In questo senso, la proposta di continuare con tavoli di dialogo col governo georgiano senza una reale volontà di cambiamento da parte di Sogno Georgiano, e senza una pressione internazionale concreta, rischia di depotenziare le leve di pressione e di spianare la strada a un consolidamento del potere sempre più autocratico. La crisi georgiana non è solo una questione interna, ma un test cruciale per l’Europa e per la credibilità stessa del progetto di allargamento e di promozione dei diritti e delle libertà fondamentali.

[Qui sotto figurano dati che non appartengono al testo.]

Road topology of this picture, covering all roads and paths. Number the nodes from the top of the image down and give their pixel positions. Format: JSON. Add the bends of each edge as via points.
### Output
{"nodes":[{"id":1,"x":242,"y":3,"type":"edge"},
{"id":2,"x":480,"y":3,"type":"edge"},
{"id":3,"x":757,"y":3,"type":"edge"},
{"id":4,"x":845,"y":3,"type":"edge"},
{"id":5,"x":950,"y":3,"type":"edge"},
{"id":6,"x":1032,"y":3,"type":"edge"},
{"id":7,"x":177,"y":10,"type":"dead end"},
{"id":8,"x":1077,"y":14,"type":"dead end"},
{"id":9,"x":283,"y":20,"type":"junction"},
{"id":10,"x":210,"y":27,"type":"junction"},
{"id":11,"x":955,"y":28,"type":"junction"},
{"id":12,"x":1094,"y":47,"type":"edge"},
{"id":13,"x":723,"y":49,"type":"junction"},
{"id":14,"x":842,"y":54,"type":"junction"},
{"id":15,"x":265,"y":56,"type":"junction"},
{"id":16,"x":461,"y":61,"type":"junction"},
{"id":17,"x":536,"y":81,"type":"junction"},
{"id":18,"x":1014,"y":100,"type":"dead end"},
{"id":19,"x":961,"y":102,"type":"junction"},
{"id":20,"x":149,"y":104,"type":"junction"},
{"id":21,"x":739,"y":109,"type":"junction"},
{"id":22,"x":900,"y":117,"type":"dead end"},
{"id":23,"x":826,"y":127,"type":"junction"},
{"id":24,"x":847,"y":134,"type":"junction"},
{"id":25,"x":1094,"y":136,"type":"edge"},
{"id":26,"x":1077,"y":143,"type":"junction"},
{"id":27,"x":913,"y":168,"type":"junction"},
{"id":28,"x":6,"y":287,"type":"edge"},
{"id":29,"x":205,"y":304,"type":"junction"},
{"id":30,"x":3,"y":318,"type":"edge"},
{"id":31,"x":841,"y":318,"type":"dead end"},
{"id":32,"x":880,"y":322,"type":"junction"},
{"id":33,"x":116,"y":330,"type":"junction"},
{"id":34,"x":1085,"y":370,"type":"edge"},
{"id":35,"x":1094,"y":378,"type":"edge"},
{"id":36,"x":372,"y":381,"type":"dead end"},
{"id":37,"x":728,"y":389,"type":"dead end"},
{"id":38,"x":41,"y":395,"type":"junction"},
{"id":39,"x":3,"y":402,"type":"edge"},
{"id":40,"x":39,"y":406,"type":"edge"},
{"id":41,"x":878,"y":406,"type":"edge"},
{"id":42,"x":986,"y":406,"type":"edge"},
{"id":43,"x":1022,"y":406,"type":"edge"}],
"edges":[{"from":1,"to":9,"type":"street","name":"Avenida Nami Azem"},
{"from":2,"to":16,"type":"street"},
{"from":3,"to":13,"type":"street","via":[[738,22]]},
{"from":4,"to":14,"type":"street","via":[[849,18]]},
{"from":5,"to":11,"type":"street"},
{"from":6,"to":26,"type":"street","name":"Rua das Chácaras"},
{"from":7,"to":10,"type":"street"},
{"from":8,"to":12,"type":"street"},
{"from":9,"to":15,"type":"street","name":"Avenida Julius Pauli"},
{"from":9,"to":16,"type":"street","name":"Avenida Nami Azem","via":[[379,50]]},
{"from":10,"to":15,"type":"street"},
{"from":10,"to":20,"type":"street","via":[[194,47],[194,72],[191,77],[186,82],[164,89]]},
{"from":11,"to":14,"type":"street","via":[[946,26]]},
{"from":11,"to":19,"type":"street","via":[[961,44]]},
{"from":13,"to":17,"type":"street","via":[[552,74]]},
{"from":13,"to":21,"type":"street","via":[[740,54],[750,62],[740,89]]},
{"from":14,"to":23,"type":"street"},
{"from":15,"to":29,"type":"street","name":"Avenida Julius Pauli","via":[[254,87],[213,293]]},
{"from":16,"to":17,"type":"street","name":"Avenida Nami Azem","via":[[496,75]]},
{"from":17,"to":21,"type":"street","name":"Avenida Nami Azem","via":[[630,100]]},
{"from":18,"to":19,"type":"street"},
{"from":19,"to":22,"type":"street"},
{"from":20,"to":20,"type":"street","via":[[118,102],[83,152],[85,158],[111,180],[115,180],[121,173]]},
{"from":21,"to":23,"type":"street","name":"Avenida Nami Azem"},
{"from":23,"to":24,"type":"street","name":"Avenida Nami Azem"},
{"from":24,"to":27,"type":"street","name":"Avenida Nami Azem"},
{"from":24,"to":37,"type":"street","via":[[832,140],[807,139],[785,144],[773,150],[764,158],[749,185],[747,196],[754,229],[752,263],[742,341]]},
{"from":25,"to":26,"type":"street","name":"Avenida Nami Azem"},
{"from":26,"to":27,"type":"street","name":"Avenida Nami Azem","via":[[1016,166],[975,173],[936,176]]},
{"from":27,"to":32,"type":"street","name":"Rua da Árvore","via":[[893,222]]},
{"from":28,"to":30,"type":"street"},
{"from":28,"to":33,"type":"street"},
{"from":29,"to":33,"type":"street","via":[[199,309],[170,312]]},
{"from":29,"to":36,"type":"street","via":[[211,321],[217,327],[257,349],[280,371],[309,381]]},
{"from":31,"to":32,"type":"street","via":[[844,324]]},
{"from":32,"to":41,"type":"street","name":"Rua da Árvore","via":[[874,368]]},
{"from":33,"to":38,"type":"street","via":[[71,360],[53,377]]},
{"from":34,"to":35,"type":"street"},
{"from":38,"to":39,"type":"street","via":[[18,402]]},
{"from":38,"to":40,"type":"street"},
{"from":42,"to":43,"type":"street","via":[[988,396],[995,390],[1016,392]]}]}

La democrazia georgiana, infatti, è stata per anni considerata un modello di transizione post-sovietica verso l’Occidente e le democrazie liberali: il suo rapido deterioramento è un segnale allarmante e le prossime elezioni, se non verranno garantite condizioni minime di trasparenza, libertà di stampa e indipendenza giudiziaria, rischiano di trasformarsi in una farsa utile solo a legittimare un potere già declinato in senso autoritario.
Il rischio concreto è che la Georgia diventi un caso scuola: un Paese apparentemente democratico che, sotto la copertura di elezioni e istituzioni formali, scivola in una deriva autoritaria mentre l’Occidente resta a guardare e il Cremlino osserva e approfitta. La destabilizzazione della Georgia – porta d’ingresso al Caucaso meridionale e snodo strategico tra Europa e Asia – non può che rafforzare l’influenza russa nella regione.
Se quel modello di transizione verso le democrazie europee e più genericamente occidentali e liberali crolla nel silenzio, anche la narrazione europea di sostegno ai diritti, alla libertà e allo stato di diritto perde credibilità. Se la repressione viene tollerata per calcolo o convenienza, allora il progetto europeo si riduce a vuota retorica.
La Georgia è a un bivio. Ma anche l’Europa.